DIRECTIONS FOR THIS TASK: Filtering the records below, copy only those lines that include the word "nodes".

TASK INPUT:
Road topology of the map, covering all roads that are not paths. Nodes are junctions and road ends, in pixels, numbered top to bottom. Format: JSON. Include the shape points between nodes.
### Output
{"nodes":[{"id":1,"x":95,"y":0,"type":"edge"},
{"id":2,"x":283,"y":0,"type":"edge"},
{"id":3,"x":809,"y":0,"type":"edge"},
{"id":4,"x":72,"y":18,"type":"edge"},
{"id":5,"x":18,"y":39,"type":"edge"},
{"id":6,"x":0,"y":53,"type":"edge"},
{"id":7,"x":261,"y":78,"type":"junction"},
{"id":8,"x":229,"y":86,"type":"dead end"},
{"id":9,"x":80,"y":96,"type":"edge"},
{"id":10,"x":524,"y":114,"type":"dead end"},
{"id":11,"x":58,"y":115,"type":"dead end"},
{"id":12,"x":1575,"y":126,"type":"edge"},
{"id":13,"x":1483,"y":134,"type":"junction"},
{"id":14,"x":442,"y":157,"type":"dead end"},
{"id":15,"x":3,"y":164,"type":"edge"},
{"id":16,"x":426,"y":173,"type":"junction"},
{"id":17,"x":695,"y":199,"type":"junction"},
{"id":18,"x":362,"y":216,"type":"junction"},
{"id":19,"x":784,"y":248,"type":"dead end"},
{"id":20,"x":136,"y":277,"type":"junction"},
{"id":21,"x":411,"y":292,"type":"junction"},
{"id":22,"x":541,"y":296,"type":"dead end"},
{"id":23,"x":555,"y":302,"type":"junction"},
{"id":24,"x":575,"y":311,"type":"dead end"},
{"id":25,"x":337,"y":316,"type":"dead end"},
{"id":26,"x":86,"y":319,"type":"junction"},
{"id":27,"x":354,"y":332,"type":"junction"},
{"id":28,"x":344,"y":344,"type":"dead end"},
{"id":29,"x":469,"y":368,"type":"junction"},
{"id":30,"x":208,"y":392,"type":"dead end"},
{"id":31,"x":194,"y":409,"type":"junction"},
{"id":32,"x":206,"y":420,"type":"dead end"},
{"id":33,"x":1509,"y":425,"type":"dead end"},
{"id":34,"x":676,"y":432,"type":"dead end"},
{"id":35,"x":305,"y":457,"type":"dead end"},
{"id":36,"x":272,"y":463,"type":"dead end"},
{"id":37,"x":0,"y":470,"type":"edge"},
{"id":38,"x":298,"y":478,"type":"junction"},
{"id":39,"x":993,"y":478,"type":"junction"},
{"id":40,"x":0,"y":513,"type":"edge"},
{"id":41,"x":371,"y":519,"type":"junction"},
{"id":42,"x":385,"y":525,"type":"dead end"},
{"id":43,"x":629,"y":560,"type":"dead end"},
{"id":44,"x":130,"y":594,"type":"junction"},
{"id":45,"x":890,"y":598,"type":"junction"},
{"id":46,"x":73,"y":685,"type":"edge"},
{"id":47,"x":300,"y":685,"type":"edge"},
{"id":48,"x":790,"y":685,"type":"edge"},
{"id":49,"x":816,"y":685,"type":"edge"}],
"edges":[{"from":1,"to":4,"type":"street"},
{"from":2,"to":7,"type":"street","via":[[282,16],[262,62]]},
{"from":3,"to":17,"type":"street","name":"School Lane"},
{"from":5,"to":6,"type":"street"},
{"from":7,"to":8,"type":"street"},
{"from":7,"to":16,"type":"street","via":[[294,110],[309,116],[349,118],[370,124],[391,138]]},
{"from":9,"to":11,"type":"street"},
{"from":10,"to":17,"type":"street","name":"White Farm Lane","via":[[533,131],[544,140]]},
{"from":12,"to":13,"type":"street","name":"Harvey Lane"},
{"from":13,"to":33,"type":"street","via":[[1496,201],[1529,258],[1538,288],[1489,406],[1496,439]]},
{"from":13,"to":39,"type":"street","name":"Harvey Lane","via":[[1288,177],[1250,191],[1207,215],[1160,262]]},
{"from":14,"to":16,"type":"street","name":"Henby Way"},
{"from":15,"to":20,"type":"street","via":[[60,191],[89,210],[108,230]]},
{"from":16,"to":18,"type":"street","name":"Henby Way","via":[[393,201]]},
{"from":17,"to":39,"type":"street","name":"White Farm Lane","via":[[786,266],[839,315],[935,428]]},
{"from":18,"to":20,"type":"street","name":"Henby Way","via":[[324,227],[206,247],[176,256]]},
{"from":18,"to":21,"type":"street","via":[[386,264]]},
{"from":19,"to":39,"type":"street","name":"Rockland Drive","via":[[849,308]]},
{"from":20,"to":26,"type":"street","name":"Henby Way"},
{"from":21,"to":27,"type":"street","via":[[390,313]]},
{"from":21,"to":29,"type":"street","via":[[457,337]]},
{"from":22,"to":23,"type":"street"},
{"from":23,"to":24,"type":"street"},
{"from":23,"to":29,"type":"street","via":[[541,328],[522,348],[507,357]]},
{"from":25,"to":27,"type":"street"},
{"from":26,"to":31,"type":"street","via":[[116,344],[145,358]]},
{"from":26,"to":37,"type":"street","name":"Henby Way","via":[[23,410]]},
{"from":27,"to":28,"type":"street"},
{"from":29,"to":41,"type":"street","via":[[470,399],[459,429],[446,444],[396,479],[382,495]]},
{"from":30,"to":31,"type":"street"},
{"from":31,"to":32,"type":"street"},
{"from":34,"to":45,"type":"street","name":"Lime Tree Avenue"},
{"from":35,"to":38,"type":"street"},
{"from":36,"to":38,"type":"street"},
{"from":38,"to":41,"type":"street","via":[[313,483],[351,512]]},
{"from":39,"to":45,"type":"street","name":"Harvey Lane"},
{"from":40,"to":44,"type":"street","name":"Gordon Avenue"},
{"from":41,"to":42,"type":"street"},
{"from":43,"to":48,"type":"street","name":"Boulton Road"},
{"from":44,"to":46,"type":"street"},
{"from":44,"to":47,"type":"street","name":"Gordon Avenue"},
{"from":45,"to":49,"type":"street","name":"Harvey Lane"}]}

RESULT OF THIS TASK:
Road topology of the map, covering all roads that are not paths. Nodes are junctions and road ends, in pixels, numbered top to bottom. Format: JSON. Include the shape points between nodes.
{"nodes":[{"id":1,"x":95,"y":0,"type":"edge"},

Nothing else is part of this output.